## EXERCISE DETAILS
Scan the data below and pick out the lines containing the word "each".

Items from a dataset
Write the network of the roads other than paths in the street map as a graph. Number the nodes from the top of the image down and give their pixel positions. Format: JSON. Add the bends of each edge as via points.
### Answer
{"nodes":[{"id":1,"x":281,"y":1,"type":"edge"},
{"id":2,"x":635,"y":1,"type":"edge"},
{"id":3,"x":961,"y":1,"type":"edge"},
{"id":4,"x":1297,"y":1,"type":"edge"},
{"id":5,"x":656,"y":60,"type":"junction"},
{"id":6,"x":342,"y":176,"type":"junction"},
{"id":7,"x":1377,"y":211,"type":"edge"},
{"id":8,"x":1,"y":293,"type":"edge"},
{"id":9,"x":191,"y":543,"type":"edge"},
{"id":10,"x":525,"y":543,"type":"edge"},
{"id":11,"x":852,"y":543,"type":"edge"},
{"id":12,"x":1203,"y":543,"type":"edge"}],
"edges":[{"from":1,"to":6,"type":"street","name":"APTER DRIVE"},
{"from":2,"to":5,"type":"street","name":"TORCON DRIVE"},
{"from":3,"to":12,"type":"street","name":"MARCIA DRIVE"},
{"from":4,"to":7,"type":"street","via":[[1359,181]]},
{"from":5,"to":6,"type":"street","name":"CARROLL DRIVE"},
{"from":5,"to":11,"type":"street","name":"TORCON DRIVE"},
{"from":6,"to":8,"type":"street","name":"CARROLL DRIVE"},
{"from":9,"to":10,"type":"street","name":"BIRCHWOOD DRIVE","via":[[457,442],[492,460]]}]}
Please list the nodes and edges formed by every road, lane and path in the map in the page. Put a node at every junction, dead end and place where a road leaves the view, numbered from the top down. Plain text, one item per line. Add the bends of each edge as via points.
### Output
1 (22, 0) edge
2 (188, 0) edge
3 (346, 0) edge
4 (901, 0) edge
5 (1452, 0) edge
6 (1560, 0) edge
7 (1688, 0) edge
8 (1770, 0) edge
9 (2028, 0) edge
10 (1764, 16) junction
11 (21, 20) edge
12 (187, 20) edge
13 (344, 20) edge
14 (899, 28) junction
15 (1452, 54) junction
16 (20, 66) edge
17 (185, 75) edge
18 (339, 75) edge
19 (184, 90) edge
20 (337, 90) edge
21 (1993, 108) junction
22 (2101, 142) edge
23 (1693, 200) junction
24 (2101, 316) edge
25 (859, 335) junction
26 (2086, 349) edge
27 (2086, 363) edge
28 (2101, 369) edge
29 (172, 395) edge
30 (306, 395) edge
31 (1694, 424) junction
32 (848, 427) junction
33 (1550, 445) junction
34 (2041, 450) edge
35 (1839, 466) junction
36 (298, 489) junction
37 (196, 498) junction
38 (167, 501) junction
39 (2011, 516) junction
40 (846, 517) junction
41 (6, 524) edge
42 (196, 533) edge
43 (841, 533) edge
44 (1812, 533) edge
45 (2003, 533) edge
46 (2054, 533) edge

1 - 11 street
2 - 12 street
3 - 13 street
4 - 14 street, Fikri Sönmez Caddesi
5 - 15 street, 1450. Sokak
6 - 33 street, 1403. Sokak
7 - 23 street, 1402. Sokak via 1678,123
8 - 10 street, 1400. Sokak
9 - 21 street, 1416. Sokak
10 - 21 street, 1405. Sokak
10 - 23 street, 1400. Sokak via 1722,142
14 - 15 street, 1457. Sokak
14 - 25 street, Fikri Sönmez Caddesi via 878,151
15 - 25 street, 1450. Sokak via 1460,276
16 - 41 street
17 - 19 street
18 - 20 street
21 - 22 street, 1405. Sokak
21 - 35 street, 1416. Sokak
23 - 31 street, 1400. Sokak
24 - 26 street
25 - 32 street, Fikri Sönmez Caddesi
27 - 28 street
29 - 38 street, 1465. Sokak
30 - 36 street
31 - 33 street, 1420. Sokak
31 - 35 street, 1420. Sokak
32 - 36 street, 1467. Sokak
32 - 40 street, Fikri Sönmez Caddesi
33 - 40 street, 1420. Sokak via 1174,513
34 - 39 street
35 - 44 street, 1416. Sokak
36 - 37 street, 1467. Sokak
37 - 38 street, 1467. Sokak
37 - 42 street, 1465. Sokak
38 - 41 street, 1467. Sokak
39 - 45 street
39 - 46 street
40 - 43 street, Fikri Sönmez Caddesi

## RESULT
Write the network of the roads other than paths in the street map as a graph. Number the nodes from the top of the image down and give their pixel positions. Format: JSON. Add the bends of each edge as via points.
Please list the nodes and edges formed by every road, lane and path in the map in the page. Put a node at every junction, dead end and place where a road leaves the view, numbered from the top down. Plain text, one item per line. Add the bends of each edge as via points.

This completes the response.